▶ **EXERCISE**
Go through the entries below and count the lines holding the word "adjacency". Reply with only the number, please.

Saved data entries
------------------------------

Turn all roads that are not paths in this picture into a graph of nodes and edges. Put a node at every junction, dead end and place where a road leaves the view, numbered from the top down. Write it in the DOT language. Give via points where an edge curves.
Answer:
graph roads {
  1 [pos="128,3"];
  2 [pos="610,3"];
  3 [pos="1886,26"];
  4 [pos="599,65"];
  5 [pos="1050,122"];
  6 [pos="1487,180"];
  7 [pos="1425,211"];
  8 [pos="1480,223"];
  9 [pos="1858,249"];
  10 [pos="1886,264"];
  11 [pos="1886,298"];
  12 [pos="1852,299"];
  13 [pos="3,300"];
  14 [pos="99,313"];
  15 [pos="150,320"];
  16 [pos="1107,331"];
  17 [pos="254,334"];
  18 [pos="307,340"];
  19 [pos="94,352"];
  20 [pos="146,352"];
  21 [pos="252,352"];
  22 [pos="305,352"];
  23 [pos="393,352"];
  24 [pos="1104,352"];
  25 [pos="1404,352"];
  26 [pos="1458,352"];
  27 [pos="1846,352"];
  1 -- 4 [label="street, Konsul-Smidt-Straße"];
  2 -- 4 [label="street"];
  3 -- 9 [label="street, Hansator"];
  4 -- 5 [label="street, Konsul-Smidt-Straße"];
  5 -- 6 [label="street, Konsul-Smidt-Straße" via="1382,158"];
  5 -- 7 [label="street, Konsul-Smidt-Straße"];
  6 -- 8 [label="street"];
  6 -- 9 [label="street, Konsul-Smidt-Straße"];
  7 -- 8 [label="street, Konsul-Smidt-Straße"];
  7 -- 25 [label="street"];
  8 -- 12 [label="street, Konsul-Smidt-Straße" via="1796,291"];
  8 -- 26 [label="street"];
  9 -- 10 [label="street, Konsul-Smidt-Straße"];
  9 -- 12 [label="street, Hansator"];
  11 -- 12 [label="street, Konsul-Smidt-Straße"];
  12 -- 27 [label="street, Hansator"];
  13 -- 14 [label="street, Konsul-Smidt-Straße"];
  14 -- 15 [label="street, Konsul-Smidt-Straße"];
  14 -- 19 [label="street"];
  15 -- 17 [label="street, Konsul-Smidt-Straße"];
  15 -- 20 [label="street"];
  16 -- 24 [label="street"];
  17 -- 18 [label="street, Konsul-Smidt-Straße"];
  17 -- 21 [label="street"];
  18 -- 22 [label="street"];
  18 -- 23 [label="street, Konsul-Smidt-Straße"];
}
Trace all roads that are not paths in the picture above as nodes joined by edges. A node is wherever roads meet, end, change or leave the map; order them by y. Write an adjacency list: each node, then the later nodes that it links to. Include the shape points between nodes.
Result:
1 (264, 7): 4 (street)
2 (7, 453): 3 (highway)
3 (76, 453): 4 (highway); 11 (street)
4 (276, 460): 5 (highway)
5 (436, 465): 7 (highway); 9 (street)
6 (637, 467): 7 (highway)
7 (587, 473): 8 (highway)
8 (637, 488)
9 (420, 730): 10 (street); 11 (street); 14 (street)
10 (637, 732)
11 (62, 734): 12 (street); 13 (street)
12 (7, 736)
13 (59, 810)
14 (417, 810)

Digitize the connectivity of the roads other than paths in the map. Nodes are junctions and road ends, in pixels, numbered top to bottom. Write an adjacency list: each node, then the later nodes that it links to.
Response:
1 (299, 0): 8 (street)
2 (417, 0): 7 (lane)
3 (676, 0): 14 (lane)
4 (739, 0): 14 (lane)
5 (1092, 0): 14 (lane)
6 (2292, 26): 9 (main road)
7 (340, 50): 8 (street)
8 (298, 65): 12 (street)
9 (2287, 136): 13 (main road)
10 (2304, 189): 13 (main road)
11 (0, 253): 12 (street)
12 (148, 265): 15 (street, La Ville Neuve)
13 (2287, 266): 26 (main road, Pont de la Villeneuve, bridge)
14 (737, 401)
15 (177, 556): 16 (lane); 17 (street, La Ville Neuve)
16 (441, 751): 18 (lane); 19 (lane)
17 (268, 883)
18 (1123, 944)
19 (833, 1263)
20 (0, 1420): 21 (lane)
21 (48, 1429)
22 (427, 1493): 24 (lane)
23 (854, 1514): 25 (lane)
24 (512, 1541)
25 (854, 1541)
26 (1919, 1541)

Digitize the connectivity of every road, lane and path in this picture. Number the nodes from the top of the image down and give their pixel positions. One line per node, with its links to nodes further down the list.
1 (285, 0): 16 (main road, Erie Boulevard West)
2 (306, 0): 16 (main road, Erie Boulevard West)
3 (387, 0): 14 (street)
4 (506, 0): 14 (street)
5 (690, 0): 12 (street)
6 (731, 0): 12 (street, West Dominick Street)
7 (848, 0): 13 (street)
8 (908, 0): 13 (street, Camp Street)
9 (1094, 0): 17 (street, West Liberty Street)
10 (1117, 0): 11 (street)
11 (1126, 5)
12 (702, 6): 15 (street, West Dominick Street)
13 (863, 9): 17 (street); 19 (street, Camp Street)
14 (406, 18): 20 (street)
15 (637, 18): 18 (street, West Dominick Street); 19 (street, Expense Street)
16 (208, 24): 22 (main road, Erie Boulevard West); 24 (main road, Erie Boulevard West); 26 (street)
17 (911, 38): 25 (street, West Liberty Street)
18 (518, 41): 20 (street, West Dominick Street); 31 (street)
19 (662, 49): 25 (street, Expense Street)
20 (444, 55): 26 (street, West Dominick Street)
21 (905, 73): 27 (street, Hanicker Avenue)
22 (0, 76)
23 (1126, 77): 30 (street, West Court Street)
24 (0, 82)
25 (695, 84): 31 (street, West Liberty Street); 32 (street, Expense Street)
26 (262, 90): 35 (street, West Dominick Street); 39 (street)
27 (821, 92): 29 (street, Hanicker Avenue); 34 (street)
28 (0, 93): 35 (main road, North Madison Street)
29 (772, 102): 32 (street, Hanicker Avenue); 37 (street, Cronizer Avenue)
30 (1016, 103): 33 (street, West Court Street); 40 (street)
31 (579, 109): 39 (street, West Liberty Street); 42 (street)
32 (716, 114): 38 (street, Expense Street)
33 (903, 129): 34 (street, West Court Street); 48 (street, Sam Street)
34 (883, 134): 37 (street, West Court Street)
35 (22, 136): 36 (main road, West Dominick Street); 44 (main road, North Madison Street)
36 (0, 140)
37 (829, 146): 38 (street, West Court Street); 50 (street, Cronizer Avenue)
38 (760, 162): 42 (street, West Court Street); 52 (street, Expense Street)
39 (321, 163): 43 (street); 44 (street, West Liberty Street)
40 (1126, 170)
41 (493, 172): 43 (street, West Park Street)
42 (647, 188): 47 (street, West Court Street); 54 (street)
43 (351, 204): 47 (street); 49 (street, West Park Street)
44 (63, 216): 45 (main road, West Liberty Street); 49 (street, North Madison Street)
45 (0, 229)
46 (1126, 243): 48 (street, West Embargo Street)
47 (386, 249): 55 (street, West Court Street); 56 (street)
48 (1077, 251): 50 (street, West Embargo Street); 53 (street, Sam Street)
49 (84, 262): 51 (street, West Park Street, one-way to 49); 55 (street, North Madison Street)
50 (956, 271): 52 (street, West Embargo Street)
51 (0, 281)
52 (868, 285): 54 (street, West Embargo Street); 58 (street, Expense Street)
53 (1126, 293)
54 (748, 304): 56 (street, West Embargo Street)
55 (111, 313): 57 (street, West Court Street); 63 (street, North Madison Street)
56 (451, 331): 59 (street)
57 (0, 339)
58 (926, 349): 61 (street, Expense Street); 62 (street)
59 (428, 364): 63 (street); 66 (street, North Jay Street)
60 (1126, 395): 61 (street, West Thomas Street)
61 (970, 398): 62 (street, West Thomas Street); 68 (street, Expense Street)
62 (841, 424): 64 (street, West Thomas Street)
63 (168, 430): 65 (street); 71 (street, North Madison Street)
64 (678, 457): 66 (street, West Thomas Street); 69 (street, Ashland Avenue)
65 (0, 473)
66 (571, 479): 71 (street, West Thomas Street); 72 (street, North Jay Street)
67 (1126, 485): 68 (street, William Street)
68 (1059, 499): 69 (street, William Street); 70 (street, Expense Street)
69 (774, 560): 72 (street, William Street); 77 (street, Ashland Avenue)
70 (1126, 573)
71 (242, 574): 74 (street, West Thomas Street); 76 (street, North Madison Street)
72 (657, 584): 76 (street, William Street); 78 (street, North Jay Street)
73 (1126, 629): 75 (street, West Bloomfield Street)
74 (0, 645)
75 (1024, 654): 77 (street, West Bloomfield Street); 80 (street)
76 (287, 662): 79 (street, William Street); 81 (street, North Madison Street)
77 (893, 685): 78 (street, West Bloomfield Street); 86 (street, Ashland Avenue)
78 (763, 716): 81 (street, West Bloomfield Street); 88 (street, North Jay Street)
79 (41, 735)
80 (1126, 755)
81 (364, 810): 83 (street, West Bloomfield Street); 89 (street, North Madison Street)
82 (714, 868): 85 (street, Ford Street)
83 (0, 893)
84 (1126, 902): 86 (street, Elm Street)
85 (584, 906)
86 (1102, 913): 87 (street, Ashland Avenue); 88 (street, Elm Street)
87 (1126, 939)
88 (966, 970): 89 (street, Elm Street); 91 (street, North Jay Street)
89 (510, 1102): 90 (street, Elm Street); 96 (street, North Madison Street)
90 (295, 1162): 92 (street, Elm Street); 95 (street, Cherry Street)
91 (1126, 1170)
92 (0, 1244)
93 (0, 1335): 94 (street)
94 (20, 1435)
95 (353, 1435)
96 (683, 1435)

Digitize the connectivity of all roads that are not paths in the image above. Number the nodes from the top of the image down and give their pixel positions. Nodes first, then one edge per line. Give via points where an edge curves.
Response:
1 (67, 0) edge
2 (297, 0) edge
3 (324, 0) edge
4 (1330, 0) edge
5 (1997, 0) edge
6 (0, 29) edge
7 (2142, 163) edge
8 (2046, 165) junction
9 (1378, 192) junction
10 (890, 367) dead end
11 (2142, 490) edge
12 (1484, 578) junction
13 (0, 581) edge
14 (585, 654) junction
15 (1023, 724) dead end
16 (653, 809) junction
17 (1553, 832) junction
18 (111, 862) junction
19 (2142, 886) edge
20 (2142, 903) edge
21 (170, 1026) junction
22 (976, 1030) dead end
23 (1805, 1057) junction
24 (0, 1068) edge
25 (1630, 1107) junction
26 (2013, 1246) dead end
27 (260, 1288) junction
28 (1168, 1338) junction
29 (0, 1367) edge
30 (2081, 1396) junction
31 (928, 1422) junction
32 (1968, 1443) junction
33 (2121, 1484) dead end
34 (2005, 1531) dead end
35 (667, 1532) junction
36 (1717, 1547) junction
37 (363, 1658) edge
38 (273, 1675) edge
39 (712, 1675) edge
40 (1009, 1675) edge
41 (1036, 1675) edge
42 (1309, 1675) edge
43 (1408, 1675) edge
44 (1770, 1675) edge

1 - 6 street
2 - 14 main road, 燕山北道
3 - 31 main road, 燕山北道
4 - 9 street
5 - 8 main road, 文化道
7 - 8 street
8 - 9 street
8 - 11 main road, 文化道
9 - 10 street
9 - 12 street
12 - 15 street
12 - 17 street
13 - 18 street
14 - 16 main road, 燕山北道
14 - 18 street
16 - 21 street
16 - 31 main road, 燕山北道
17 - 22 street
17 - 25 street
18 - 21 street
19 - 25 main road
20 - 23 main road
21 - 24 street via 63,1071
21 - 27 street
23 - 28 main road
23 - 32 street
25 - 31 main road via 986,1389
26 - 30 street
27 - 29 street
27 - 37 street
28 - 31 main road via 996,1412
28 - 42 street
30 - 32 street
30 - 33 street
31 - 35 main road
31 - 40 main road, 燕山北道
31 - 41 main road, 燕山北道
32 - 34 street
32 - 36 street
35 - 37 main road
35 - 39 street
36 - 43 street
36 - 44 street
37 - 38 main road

------------------------------

▶ **EXERCISE OUTPUT**
2